20. It is mystifying, then, that the achievement of UK repositories and their promise for the future is completely unacknowledged in the Finch Report, and that further building on this foundation is not recommended. Instead, repositories are consigned, with little further consideration, to a role as providers of access to grey literature and data, and of preservation services. While repositories are certainly flexible enough to fulfil these roles, and are already doing so to some extent, the primary imperative for their establishment in every case has been to provide Open Access to the research literature. With proper policies in place, repositories can deliver Open Access extremely effectively.

21. We would like to see explicit recognition of that fact and of the potential that repositories embrace, and strong support for repositories in furthering the aim for increased accessibility.

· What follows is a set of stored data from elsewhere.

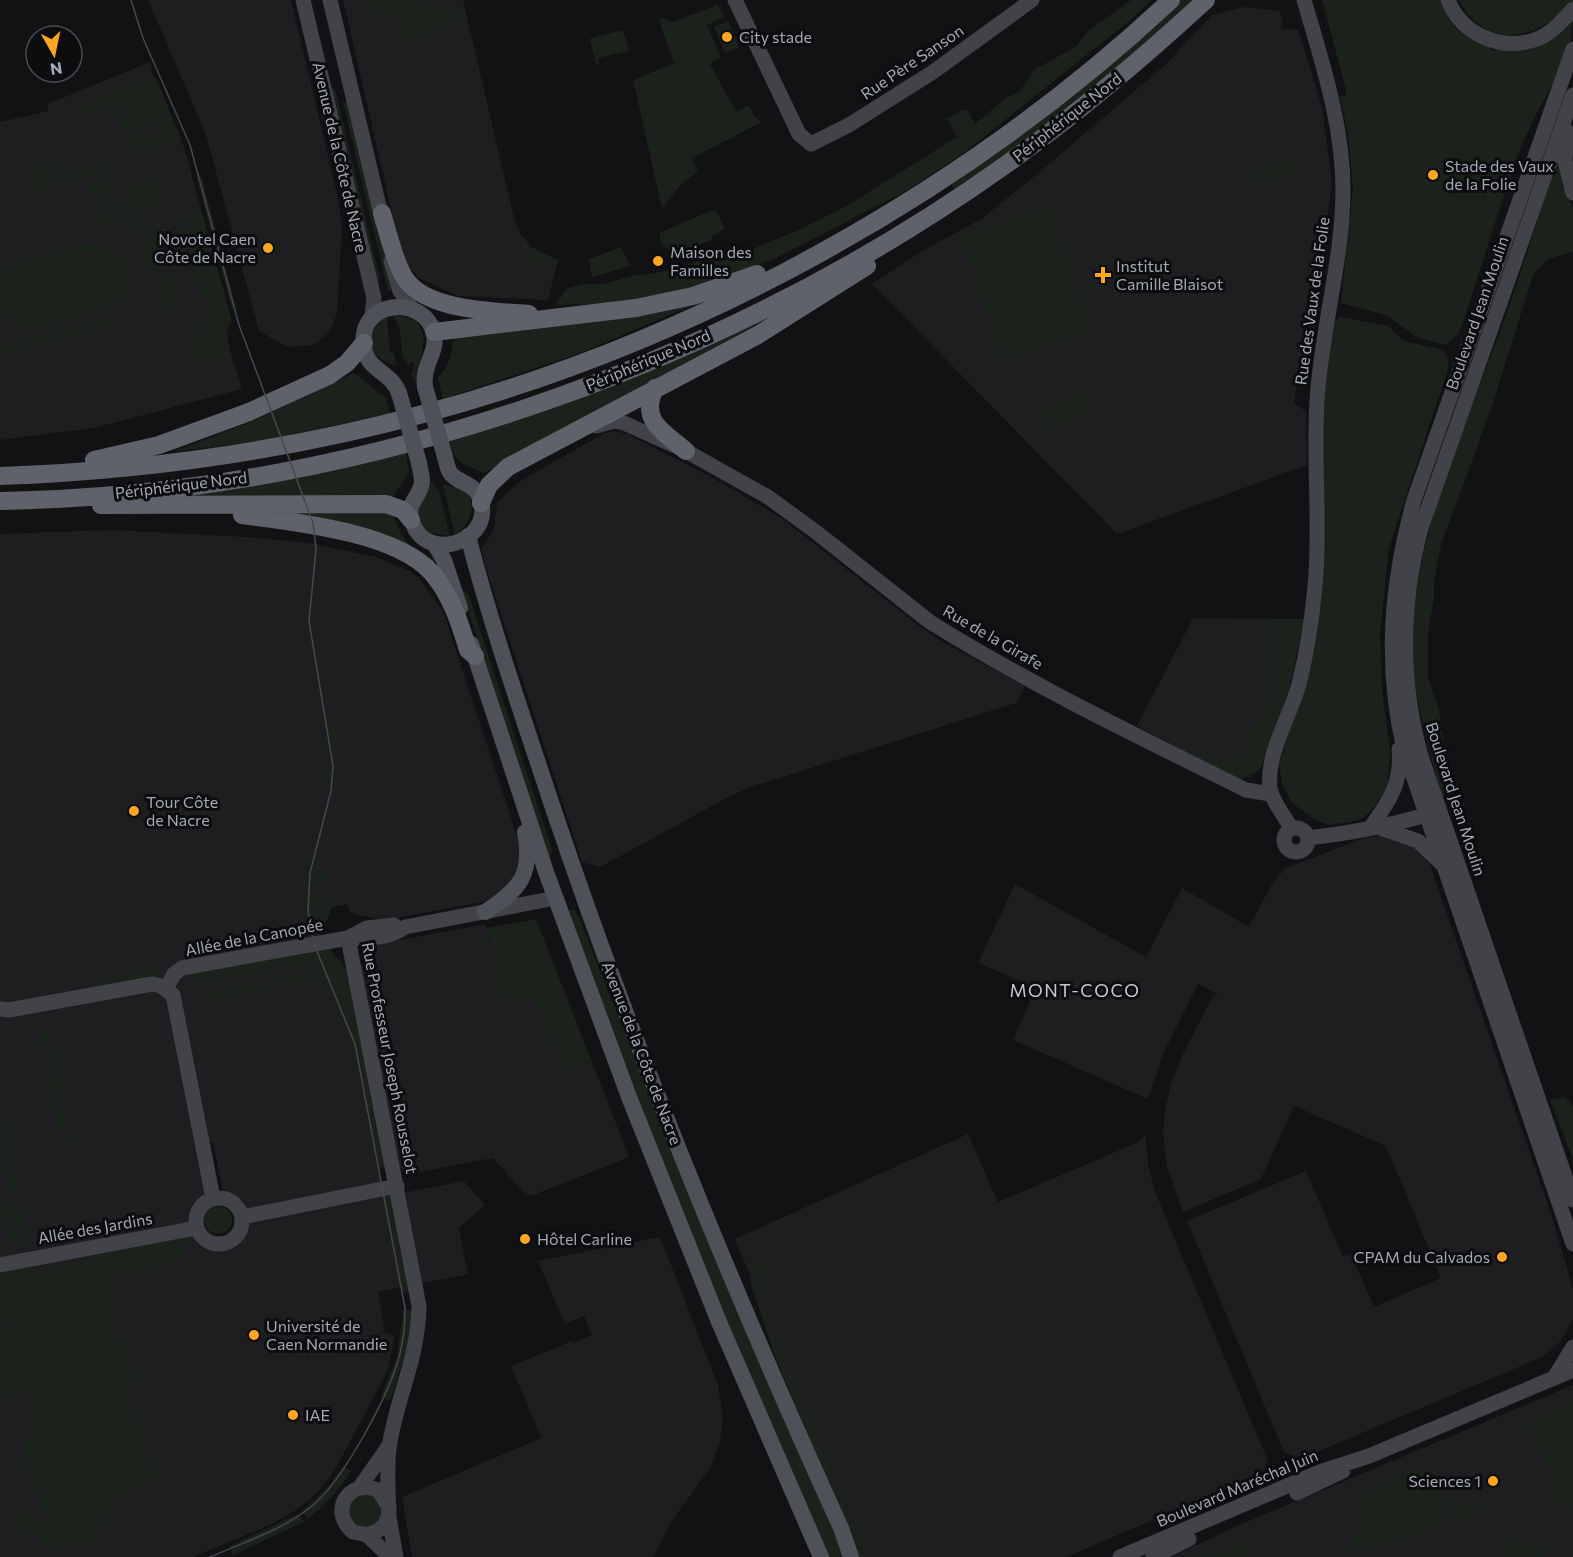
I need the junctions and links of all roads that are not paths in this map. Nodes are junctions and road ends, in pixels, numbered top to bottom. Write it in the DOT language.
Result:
graph roads {
  1 [pos="303,0"];
  2 [pos="330,0"];
  3 [pos="735,0"];
  4 [pos="1032,0"];
  5 [pos="1171,0"];
  6 [pos="1206,0"];
  7 [pos="1304,0"];
  8 [pos="1448,0"];
  9 [pos="1573,9"];
  10 [pos="1573,48"];
  11 [pos="1573,95"];
  12 [pos="966,192"];
  13 [pos="1573,193"];
  14 [pos="381,213"];
  15 [pos="858,230"];
  16 [pos="413,310"];
  17 [pos="384,311"];
  18 [pos="572,317"];
  19 [pos="434,332"];
  20 [pos="364,343"];
  21 [pos="655,388"];
  22 [pos="583,426"];
  23 [pos="686,451"];
  24 [pos="24,475"];
  25 [pos="0,476"];
  26 [pos="68,499"];
  27 [pos="0,501"];
  28 [pos="481,503"];
  29 [pos="206,507"];
  30 [pos="411,520"];
  31 [pos="459,541"];
  32 [pos="435,545"];
  33 [pos="475,656"];
  34 [pos="1394,707"];
  35 [pos="508,761"];
  36 [pos="1271,794"];
  37 [pos="1431,809"];
  38 [pos="1371,827"];
  39 [pos="1291,828"];
  40 [pos="1308,838"];
  41 [pos="568,854"];
  42 [pos="1443,867"];
  43 [pos="555,898"];
  44 [pos="485,912"];
  45 [pos="348,938"];
  46 [pos="166,989"];
  47 [pos="623,1008"];
  48 [pos="0,1009"];
  49 [pos="397,1186"];
  50 [pos="213,1198"];
  51 [pos="1573,1200"];
  52 [pos="242,1217"];
  53 [pos="196,1228"];
  54 [pos="1573,1244"];
  55 [pos="0,1264"];
  56 [pos="1573,1347"];
  57 [pos="1573,1370"];
  58 [pos="1554,1378"];
  59 [pos="390,1444"];
  60 [pos="1369,1456"];
  61 [pos="360,1487"];
  62 [pos="389,1512"];
  63 [pos="367,1535"];
  64 [pos="390,1557"];
  65 [pos="396,1557"];
  66 [pos="821,1557"];
  67 [pos="851,1557"];
  68 [pos="1120,1557"];
  69 [pos="1153,1557"];
  1 -- 17 [label="street, Avenue de la Côte de Nacre"];
  2 -- 14 [label="street, Avenue de la Côte de Nacre"];
  3 -- 4 [label="street, Rue Père Sanson"];
  5 -- 15 [label="highway, Périphérique Nord"];
  6 -- 12 [label="highway, Périphérique Nord"];
  7 -- 36 [label="street, Rue des Vaux de la Folie"];
  8 -- 9 [label="street"];
  10 -- 34 [label="street"];
  11 -- 13 [label="street"];
  11 -- 37 [label="street, Boulevard Jean Moulin"];
  12 -- 21 [label="highway"];
  12 -- 26 [label="highway, Périphérique Nord"];
  14 -- 16 [label="street, Avenue de la Côte de Nacre"];
  14 -- 18 [label="highway"];
  15 -- 18 [label="highway"];
  15 -- 24 [label="highway, Périphérique Nord"];
  16 -- 17 [label="main road"];
  16 -- 19 [label="main road, Avenue de la Côte de Nacre"];
  17 -- 20 [label="main road, Avenue de la Côte de Nacre"];
  18 -- 19 [label="highway"];
  19 -- 28 [label="main road, bridge"];
  20 -- 24 [label="highway"];
  20 -- 30 [label="main road, bridge"];
  21 -- 22 [label="highway"];
  21 -- 23 [label="highway"];
  22 -- 23 [label="street, Rue de la Girafe"];
  22 -- 28 [label="highway"];
  23 -- 36 [label="street, Rue de la Girafe"];
  24 -- 25 [label="highway, Périphérique Nord"];
  26 -- 27 [label="highway, Périphérique Nord"];
  26 -- 29 [label="highway"];
  28 -- 31 [label="main road"];
  29 -- 30 [label="highway"];
  29 -- 33 [label="highway"];
  30 -- 32 [label="main road, Avenue de la Côte de Nacre"];
  31 -- 32 [label="main road"];
  31 -- 41 [label="main road, Avenue de la Côte de Nacre"];
  32 -- 33 [label="main road, Avenue de la Côte de Nacre"];
  33 -- 35 [label="main road, Avenue de la Côte de Nacre"];
  34 -- 37 [label="street"];
  34 -- 38 [label="street"];
  35 -- 43 [label="main road, Avenue de la Côte de Nacre"];
  35 -- 44 [label="main road"];
  36 -- 39 [label="street"];
  37 -- 38 [label="street"];
  37 -- 42 [label="street"];
  37 -- 51 [label="street, Boulevard Jean Moulin"];
  38 -- 40 [label="street"];
  38 -- 42 [label="street"];
  39 -- 40 [label="street"];
  39 -- 40 [label="street"];
  41 -- 43 [label="main road"];
  41 -- 47 [label="main road, Avenue de la Côte de Nacre"];
  42 -- 54 [label="street"];
  43 -- 44 [label="street, Allée de la Canopée"];
  43 -- 47 [label="main road"];
  43 -- 66 [label="main road, Avenue de la Côte de Nacre"];
  44 -- 45 [label="street, Allée de la Canopée"];
  45 -- 46 [label="street, Allée de la Canopée"];
  45 -- 49 [label="street, Rue Professeur Joseph Rousselot"];
  46 -- 48 [label="street"];
  46 -- 50 [label="street"];
  47 -- 67 [label="main road, Avenue de la Côte de Nacre"];
  49 -- 52 [label="street, Rue Professeur Joseph Rousselot"];
  49 -- 59 [label="street, Rue Professeur Joseph Rousselot"];
  50 -- 52 [label="street"];
  50 -- 53 [label="street"];
  52 -- 53 [label="street"];
  53 -- 55 [label="street, Allée des Jardins"];
  56 -- 58 [label="street"];
  57 -- 58 [label="street, Boulevard Maréchal Juin"];
  58 -- 60 [label="street, Boulevard Maréchal Juin"];
  59 -- 61 [label="street"];
  59 -- 62 [label="street"];
  60 -- 68 [label="street, Boulevard Maréchal Juin"];
  60 -- 69 [label="street, Boulevard Maréchal Juin"];
  61 -- 62 [label="street"];
  61 -- 63 [label="street"];
  62 -- 63 [label="street"];
  62 -- 65 [label="street"];
  63 -- 64 [label="street"];
}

We note also that the report suggests that Green Open Access always involves embargoes, which is untrue (see paragraph 3a). Embargoes are not an inherent characteristic of the Green system: they are publisher-inflicted, where they occur, and can be rectified by proper attention during policy-making to copyright and the timing of deposit.

22. The report also suggests that this type of Open Access cannot provide liberal re-use; also untrue. Most repository software packages offer the depositor a choice of licensing terms to use for the deposited item. It is perfectly possible for authors to elect to use a liberal licence: that many do not yet opt for this is not an intrinsic flaw of the Green route but a result of lack of awareness and understanding, something that can be remedied over time by careful advocacy.

23. On the specific issue of Gold OA in relation to policy, our analysis of worldwide Open Access policies of research funders is presented in summary form in the table below (we have not included our institutional policy analysis here because it is out of scope). This is an analysis of the 49 funder policies from the Registry of Open Access Mandatory Archiving Policies (ROARMAP) that have been formally implemented. It is clear from that analysis that the UK (RCUK) stands alone in policy terms in requiring Gold OA where it is offered by publishers. In every other case, where Gold OA is explicitly part of a policy it is included as a choice for authors, not a required option. This includes the forthcoming policy from the European Commission for Horizon 2020, the framework programme for 2014–2020. Forthcoming policy from the US to cover federal agencies’ research will be either the same or will be Green-only.

24.

Type of policy

Number of policies

Green OA mandate

36

Green OA mandate with a Gold OA option (payments for APCs allowed from grant or claimed from funder)

12

Gold OA mandate with a Green OA option

1*

*RCUK

25. This independent policy stance by RCUK could be seen as a brave lead, or it could be seen as a lonely walk into the unknown without any understanding of the likelihood of finding any other nations marching in step.

26. Whichever, it is going to be a costly business for UK research-performing institutions and there are problems and dangers in the implementation. Early estimates from large research-intensive universities suggest that additional staff will be needed to manage the system of block grants that RCUK intends to award to institutions to pay for Gold APCs. Researchers are anxious about the process of allocation of funds (block grants) that RCUK admits will not be enough to cover APCs for all articles published from RCUK research. Smaller publishers, including many learned societies, are worried about achieving their “fair share” of the block grant money when there will be competition for it and the large publishers are likely to offer “deals” to universities in order to secure large proportions of the available funds. Indeed, the largest publisher has already made a move in this direction (see paragraph 31 below).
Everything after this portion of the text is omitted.